Monthly Archives: September 2015

Load Testing Your Storage Subsystem with Diskspd – Part II

In this post we’re going discuss how to implement load testing of your storage subsystem with DiskSpd. We’re going to craft tests to measure bandwidth and latency for specific access patterns and IO sizes. In the last post “Load Testing Your Storage Subsystem with Diskspd”  we looked closely at access patterns and I/O size and discussed the impact each has on key performance attributes. 

Diskspd command options

Let’s start with some common command options, don’t get caught up on the syntax. Diskspd’s documentation is fantastic. It’s included with the program download here. Here I’m going to tell you why I set these settings this way, so you can adjust them as needed for your environments.

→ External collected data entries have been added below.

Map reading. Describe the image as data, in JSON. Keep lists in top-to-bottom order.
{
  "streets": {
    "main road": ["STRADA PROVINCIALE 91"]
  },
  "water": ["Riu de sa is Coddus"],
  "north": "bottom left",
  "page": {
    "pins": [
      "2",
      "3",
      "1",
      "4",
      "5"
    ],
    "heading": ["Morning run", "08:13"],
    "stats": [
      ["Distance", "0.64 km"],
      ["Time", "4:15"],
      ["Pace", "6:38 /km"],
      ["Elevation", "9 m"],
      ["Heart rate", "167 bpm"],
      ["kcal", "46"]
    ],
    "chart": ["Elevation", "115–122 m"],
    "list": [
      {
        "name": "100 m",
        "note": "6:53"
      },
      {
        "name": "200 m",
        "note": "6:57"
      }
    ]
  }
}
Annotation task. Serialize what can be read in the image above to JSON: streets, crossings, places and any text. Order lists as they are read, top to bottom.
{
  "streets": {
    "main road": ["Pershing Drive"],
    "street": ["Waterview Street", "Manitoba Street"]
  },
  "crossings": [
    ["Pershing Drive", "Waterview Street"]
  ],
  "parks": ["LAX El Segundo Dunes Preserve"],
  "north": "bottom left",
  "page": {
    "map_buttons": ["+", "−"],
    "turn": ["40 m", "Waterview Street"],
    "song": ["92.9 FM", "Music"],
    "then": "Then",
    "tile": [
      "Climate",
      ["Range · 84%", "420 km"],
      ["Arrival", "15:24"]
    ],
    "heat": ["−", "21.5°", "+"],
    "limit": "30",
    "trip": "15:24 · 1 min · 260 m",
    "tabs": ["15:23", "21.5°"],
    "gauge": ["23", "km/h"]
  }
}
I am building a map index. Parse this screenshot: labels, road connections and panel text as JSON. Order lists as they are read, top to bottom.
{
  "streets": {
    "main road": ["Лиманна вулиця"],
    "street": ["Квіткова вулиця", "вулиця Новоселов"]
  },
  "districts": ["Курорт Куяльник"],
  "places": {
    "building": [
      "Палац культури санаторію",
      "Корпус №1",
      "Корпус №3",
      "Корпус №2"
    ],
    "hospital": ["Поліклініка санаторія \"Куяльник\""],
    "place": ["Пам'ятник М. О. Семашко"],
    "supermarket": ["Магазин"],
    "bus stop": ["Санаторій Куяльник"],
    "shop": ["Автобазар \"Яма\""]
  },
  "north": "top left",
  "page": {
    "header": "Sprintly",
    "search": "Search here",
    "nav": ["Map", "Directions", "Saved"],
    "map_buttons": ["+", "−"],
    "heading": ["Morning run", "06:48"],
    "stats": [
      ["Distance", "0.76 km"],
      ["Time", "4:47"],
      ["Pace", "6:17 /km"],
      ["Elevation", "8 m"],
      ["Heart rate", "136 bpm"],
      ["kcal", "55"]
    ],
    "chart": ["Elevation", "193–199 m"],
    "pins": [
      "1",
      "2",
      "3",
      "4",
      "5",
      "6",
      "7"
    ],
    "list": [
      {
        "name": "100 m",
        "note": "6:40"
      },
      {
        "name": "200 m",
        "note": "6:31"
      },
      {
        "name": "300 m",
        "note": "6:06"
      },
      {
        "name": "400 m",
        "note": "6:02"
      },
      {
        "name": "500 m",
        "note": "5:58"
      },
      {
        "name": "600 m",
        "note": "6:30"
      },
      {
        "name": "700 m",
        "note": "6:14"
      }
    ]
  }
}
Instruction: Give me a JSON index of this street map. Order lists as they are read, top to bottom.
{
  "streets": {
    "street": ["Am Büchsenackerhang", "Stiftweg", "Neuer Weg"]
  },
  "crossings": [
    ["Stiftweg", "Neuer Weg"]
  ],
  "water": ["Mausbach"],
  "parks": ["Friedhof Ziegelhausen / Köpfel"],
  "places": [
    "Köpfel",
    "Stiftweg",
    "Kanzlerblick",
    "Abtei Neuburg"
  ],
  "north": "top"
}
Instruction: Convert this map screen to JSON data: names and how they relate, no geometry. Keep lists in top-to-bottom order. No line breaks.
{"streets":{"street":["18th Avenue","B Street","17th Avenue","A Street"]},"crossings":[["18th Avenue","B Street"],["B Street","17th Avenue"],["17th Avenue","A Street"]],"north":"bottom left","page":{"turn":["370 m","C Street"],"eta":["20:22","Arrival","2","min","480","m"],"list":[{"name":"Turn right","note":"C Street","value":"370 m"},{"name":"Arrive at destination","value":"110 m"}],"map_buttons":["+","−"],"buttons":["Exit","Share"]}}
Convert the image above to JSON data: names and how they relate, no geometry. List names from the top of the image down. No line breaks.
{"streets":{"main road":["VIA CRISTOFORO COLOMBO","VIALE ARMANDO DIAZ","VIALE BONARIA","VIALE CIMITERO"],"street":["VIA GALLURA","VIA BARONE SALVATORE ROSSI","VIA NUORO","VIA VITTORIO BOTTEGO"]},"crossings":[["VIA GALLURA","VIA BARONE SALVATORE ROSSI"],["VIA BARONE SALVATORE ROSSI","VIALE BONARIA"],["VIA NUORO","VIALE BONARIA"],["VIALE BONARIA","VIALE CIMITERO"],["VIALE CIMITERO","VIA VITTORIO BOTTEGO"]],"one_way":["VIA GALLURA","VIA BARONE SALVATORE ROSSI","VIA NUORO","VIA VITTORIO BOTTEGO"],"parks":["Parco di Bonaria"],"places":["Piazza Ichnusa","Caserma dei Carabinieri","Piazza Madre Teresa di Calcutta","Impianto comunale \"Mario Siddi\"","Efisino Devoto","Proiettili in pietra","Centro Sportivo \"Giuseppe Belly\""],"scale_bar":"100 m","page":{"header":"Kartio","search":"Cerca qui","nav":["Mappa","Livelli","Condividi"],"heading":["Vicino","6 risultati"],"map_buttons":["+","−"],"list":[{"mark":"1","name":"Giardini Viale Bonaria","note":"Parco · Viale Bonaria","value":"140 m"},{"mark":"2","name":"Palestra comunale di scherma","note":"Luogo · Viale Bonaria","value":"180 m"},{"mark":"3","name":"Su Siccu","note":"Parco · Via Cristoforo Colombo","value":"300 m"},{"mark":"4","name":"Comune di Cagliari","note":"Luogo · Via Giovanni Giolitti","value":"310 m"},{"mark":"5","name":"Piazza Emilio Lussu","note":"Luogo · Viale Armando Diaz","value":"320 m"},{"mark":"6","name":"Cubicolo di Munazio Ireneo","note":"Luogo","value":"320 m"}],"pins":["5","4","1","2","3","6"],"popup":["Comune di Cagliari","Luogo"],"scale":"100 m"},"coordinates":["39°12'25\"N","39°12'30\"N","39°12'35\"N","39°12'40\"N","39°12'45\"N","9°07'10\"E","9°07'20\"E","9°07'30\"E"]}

  • Duration ( -d<seconds> ) – this is the runtime of the test, the longer the better. The longer your test the more likely you’ll smooth out any performance anomalies, such as competing for shared resources. A longer test will likely invalidate any caches along the I/O path that may cache data and skew your results. We’re trying to measure the I/O capacity of the whole pipeline…not any caches.
     
  • Threads ( -T<count> or -f<count> ) – if -T is used this is the number of threads per file. If -f is used this is the number of threads for the whole test. For smaller systems I usually set number of threads to the number of cores. On larger systems I start at 16 and change it up or down based on results. For systems with very fast I/O paths you may need to add additional I/O threads to max out the throughput.
     
  • Outstanding I/Os ( -o<count>) – the number of I/Os ready to be dispatched per thread. Your storage subsystem may be fantastic, so when testing for throughput you may need to stack on more I/Os to increase the pressure. I usually start with this equal to the number of spindles in my LUN. Then I increase outstanding I/Os until I start to see latency increase. Once you see that, congrats you just saturated your I/O subsystem! Use this in conjunction with threads when trying to saturate an I/O path. If latency is already at unacceptable levels, reduce outstanding I/Os…but you’ll likely start to see a reduction in throughput. Try to find the sweet spot between minimum latency and maximum bandwidth. If each match the physical attributes of your disk subsystem you’re heading in the right direction. If outstanding I/Os is set to 1, the I/O is synchronous, all other values are asynchronous.…more on this later. 
     
  • File Size ( -c<size> ) – the file size, I like to have this be larger than the largest cache in the I/O pipeline. This includes your HBA, SAN controller…anything along the way between the running process and the disk. 
     
  • Block Size ( -b<size>[K|M|G|b] ) – the size of the IO, this is what we’ll change this to match varying I/O patterns in SQL Server.
     
  • Disable hardware write and software caching ( -h ) – we want to disable software (file system) caching and request disabling hardware caching. Disabling hardware caching is only a request of the storage hardware and that’s one of the reasons why want to ensure the file size we use is larger than the largest cache in our I/O path. This is enabled on all of the tests in this post. Further, for durability reasons most major relational database systems, SQL Server included, do not use the file system cache. They rely on their own caching mechanisms. 
     
  • IO Pattern – discussed in detail in our previous post here
    • Random I/O ( -r 
    • Sequential I/O ( -s ) – if using multiple threads, use -si this will coordinate the threads’ access into the file ensuring a sequential access pattern.
       
  • Write Percentage-w<percentage> ) – 0 is all reads, 100 is all writes.You can choose any value between, but I like to isolate read and write tests for analysis. 
     
  • Measure latency statistics ( -L ) – the whole reason we’re doing this is to understand our performance, go ahead and turn this on.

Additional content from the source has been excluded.